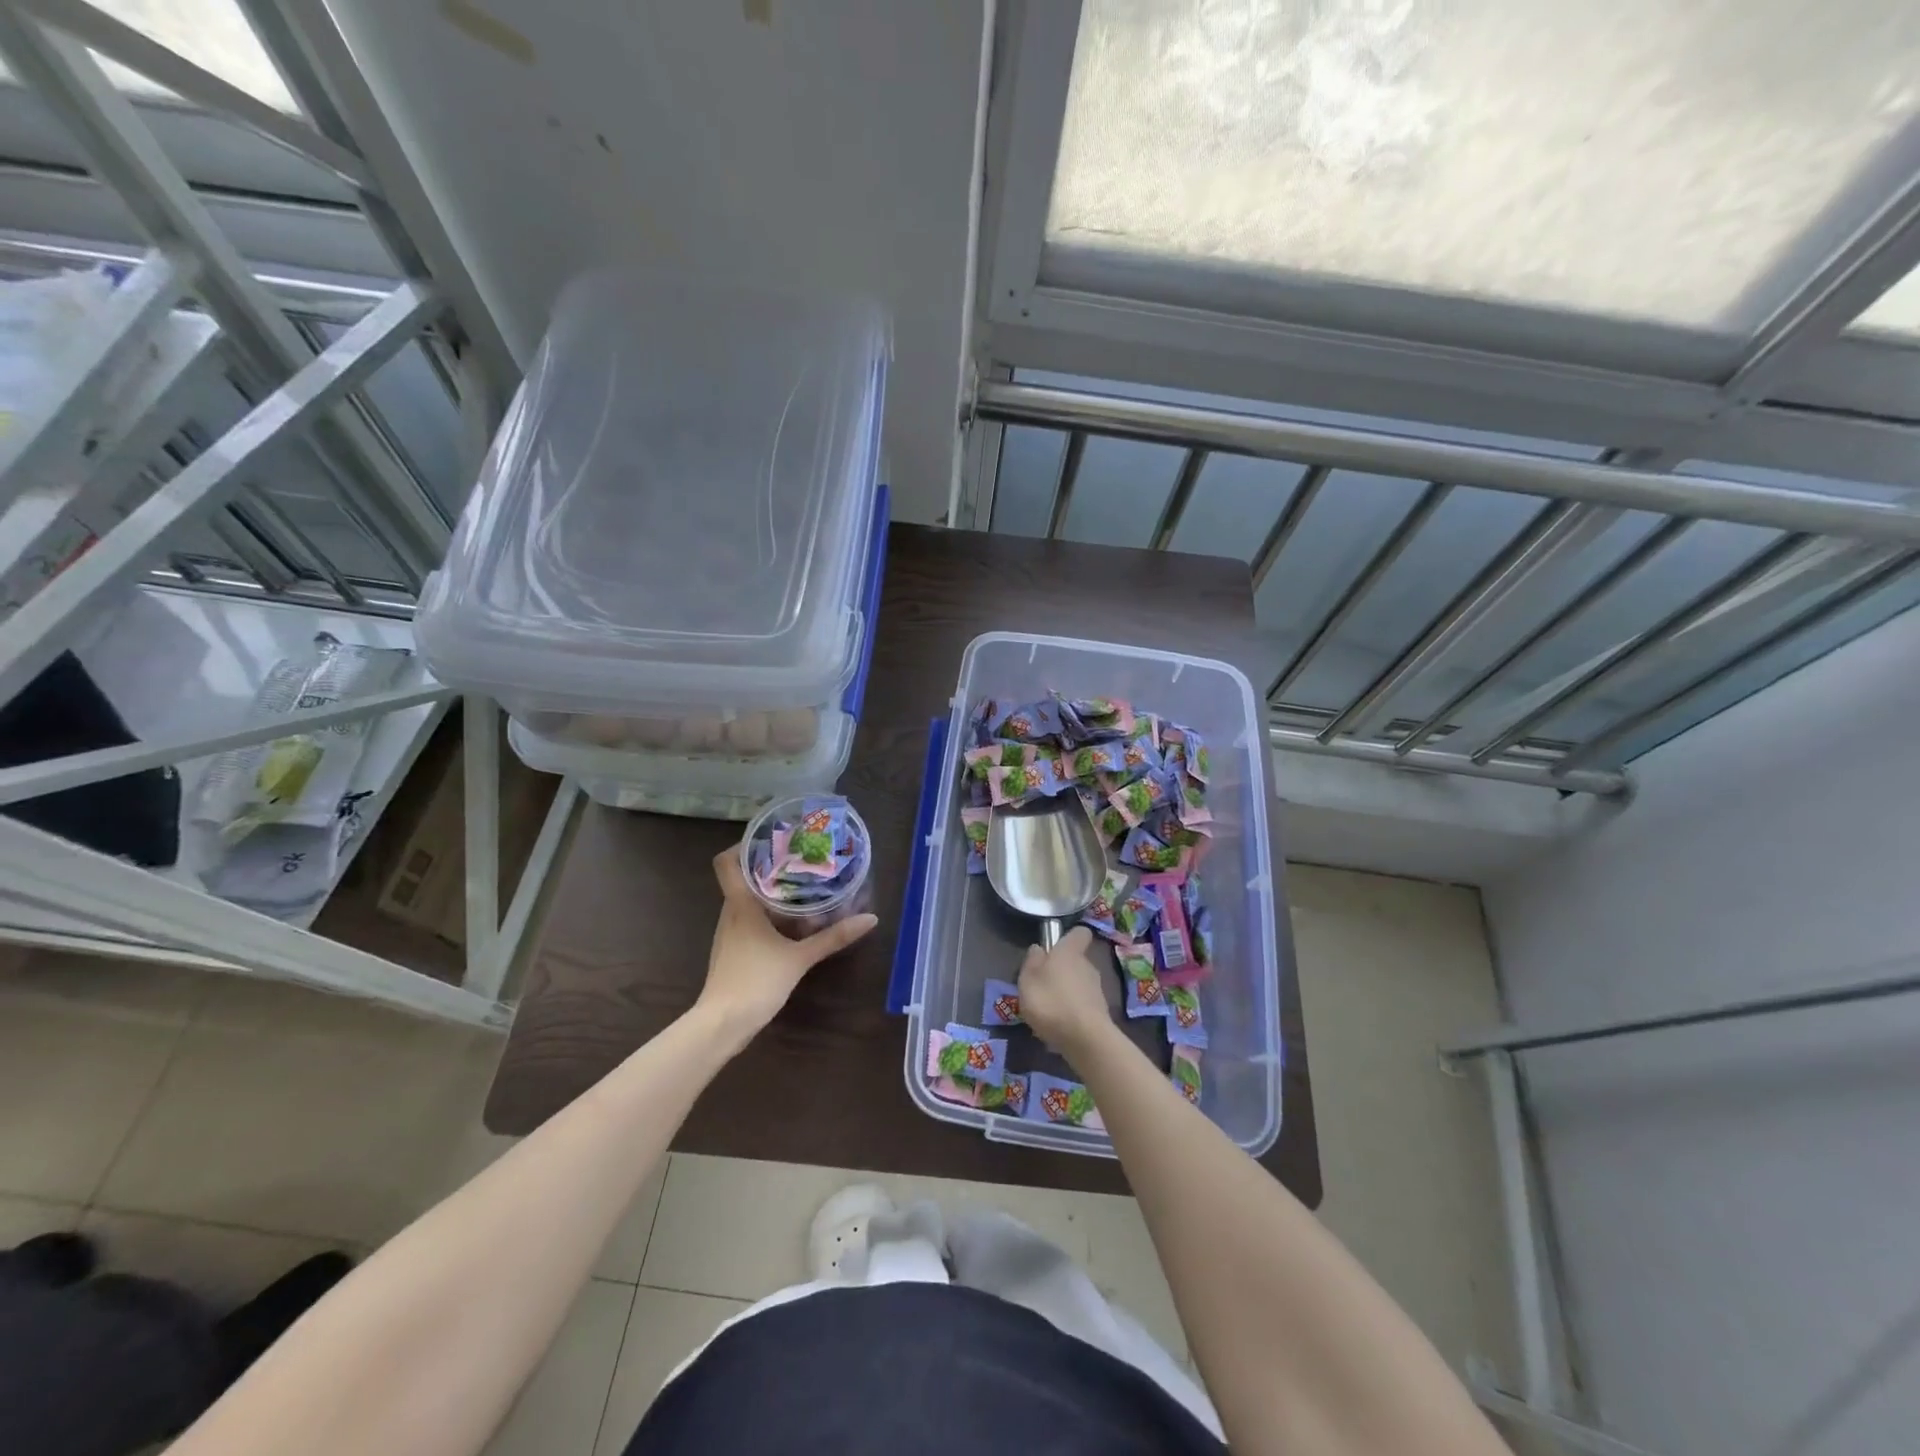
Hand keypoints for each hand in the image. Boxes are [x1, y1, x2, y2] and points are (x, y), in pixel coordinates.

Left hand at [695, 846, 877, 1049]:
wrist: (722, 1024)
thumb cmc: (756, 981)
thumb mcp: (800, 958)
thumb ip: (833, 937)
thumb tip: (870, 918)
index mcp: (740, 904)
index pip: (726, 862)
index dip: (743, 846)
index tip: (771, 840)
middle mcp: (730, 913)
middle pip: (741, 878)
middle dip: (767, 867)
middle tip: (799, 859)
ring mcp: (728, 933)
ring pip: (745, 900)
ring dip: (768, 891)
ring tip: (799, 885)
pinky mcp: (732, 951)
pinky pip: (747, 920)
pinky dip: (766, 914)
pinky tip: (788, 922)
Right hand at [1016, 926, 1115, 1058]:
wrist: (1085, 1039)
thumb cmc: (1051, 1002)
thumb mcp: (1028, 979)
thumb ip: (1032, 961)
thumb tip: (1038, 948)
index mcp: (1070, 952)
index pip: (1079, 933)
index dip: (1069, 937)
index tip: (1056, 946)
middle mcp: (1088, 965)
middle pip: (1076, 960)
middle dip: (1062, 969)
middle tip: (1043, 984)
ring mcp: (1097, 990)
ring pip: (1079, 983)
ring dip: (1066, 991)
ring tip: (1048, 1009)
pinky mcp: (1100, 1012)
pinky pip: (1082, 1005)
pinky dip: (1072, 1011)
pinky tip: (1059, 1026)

══════

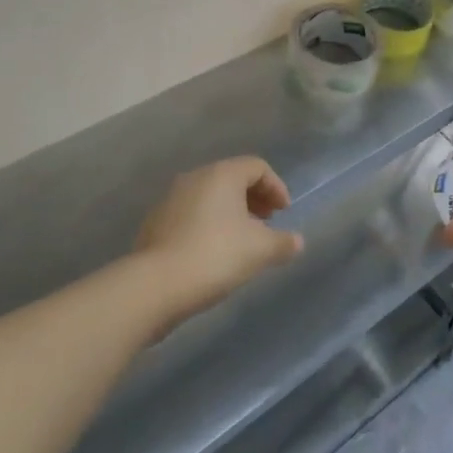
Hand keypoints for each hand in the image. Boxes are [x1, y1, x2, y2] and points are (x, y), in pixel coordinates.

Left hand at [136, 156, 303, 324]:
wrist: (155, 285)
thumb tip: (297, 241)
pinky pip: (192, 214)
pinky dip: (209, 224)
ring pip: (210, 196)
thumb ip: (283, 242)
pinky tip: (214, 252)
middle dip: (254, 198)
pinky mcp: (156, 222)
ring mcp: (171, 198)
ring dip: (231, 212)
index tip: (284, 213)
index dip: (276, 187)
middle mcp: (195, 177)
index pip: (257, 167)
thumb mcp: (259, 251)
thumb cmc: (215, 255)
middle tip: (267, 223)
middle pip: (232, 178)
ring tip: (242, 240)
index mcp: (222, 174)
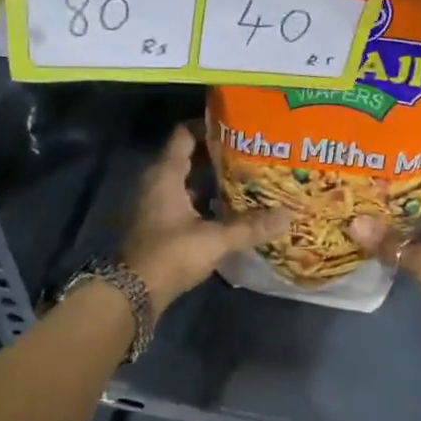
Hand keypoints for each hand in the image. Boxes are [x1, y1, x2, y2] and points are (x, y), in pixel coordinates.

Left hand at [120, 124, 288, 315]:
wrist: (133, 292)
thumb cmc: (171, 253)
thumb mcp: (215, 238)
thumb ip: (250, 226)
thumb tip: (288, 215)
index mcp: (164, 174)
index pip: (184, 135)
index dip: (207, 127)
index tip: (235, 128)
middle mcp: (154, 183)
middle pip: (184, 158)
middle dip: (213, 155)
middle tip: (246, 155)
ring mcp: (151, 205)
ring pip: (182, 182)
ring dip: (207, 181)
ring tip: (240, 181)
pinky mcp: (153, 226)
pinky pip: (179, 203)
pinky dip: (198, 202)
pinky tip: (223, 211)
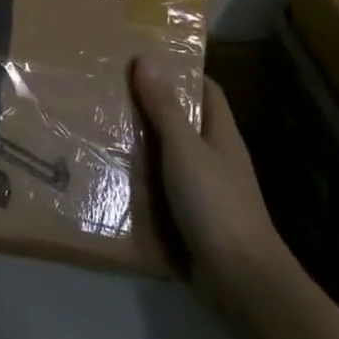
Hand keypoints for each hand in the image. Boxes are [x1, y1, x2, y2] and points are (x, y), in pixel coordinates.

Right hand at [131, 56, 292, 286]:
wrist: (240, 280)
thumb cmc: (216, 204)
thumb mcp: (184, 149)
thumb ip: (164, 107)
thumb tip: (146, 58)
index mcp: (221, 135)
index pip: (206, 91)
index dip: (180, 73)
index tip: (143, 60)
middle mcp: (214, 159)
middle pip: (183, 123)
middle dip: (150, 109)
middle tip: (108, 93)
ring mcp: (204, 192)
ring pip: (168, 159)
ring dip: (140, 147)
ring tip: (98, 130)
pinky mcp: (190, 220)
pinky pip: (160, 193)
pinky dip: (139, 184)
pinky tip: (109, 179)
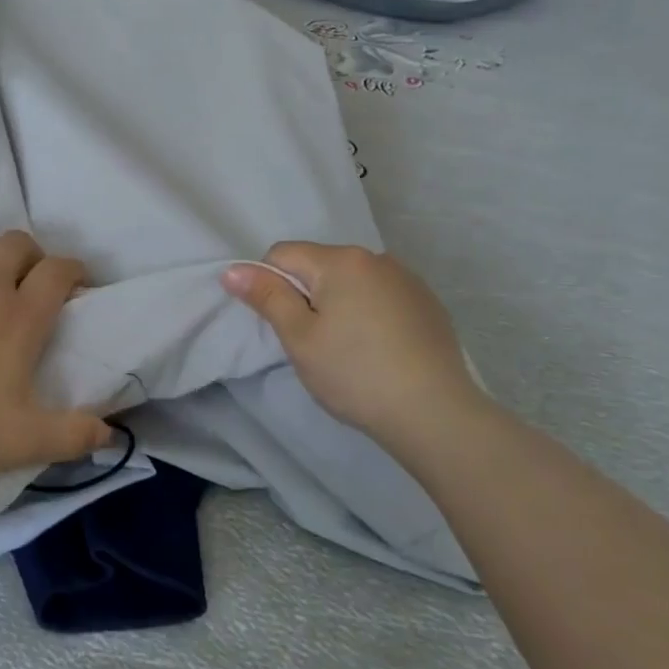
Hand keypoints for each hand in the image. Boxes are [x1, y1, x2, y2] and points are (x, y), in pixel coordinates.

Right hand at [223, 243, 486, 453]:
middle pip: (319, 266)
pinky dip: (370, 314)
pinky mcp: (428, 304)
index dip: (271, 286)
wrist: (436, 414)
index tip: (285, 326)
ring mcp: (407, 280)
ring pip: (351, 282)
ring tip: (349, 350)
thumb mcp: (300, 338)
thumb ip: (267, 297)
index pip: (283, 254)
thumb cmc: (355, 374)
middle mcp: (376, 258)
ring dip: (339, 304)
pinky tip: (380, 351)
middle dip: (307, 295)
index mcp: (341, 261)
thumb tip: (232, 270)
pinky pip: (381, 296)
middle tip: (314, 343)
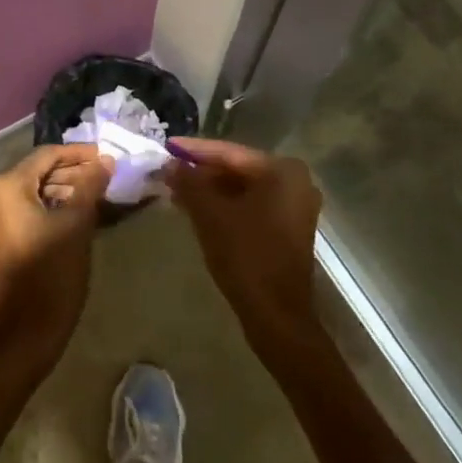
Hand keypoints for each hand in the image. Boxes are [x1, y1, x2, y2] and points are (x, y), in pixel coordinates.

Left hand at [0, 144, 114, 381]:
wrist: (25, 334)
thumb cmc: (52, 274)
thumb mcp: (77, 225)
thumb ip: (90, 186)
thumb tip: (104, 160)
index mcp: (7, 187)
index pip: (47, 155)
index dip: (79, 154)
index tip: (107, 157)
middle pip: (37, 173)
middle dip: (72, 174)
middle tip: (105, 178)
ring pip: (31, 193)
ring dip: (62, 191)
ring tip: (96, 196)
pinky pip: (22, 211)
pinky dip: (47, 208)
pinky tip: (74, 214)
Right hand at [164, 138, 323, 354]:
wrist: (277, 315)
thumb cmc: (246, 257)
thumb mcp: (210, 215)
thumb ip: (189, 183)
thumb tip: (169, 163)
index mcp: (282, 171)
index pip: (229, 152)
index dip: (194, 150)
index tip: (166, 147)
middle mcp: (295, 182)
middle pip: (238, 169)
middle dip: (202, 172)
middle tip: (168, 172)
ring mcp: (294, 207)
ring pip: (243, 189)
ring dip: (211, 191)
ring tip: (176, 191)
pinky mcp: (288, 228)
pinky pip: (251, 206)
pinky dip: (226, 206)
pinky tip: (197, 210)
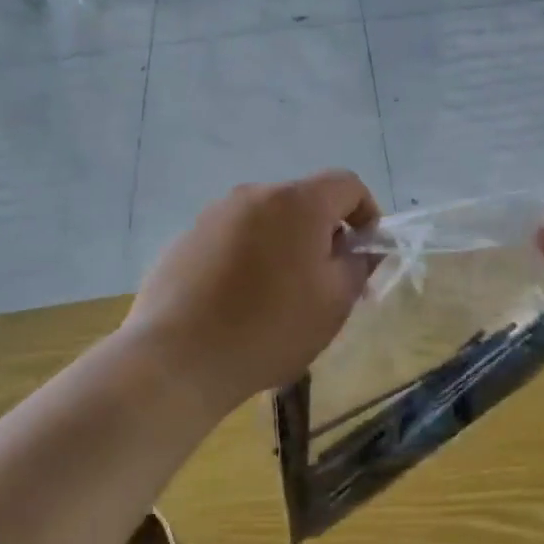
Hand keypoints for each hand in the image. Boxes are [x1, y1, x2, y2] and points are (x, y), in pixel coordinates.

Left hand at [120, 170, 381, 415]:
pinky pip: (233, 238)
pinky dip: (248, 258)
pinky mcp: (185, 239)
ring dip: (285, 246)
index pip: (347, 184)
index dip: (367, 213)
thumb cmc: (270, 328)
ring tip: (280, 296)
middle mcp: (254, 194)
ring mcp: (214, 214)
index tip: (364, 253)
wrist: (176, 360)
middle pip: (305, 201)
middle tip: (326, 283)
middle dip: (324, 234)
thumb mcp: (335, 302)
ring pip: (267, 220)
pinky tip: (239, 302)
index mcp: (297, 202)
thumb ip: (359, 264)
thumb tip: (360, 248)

══════

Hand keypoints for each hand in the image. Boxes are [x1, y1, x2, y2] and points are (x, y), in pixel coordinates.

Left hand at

══════

▶ What to work on
How many lines of the listing above contain the string "wrist"? Respond with the number and no other text.

▶ Answer box
9